A Recipe for Reliable Discoveries: Ensuring Stability Throughout Your Data Work
Let’s say you’ve crafted a favorite recipe over time. You’ve noted down how much seasoning to add, the timing for each step, and the best order to layer the flavors. It always turns out perfectly when you make it. Now, imagine sharing this recipe with others, so they can recreate it just as well. But here’s the challenge: how do you ensure it works for them, even if they use slightly different tools or ingredients? If a friend makes small (and seemingly reasonable) adjustments, like choosing a different type of salt, a shorter simmer time, or a different flame intensity, will the dish still capture the essence of what you intended?

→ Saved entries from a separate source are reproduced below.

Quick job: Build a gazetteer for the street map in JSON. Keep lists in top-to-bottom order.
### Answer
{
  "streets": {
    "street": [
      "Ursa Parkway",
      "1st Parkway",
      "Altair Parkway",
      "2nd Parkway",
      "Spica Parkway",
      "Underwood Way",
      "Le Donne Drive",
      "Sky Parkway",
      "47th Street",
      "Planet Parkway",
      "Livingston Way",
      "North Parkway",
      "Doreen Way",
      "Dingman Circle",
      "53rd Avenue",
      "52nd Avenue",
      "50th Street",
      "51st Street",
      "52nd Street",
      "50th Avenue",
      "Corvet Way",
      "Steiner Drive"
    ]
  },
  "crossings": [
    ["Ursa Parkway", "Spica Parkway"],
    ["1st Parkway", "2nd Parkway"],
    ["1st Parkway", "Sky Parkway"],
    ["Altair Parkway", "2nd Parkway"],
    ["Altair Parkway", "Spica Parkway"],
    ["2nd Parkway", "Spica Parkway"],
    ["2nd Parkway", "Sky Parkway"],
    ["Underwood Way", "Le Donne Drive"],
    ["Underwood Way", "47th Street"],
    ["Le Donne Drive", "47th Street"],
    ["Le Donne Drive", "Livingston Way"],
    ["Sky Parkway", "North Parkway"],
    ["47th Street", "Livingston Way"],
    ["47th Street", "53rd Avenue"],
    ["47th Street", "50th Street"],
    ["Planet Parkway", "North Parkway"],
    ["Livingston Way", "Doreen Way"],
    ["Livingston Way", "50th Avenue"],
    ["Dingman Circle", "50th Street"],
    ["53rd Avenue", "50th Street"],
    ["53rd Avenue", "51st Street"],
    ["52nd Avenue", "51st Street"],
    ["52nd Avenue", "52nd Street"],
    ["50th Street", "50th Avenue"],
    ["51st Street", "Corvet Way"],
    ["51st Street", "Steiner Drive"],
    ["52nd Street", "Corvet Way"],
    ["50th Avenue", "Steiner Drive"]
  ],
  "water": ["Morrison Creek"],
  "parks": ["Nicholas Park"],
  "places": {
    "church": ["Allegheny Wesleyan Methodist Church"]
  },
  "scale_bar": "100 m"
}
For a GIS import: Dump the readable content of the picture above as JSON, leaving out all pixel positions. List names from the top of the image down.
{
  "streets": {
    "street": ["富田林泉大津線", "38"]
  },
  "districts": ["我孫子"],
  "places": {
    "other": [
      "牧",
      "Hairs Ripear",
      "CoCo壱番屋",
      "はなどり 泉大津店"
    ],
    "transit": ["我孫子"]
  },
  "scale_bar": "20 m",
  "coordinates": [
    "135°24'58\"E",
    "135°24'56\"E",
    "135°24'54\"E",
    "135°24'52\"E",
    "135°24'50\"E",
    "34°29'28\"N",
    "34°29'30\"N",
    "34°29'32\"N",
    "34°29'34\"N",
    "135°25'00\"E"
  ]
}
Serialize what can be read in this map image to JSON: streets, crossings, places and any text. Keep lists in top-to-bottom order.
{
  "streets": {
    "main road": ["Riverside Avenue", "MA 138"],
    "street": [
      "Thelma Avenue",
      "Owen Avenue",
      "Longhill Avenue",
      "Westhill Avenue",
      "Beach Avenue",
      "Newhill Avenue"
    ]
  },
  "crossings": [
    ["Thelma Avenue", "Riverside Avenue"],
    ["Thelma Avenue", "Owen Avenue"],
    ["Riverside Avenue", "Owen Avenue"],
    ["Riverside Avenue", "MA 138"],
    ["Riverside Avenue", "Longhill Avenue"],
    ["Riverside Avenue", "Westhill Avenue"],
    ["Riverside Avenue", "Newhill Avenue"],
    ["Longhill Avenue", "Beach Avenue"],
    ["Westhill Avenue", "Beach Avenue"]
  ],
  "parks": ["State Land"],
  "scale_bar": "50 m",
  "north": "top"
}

This question gets to the heart of stability: acceptable consistency in outcomes relative to reasonable perturbations of conditions and methods. It’s one thing to develop a method that works well in your specific setup, but it’s another to ensure it holds up across different setups and slight variations. Stability in data science is about making sure results remain consistent and reproducible – necessary conditions for effective quality control — just like a well-crafted recipe that can be followed by any cook, anywhere, with reliable results. This focus on stability became especially important to me when I started working with Distributed Acoustic Sensing (DAS), where I found reproducibility and adaptability to be both challenging and deeply meaningful.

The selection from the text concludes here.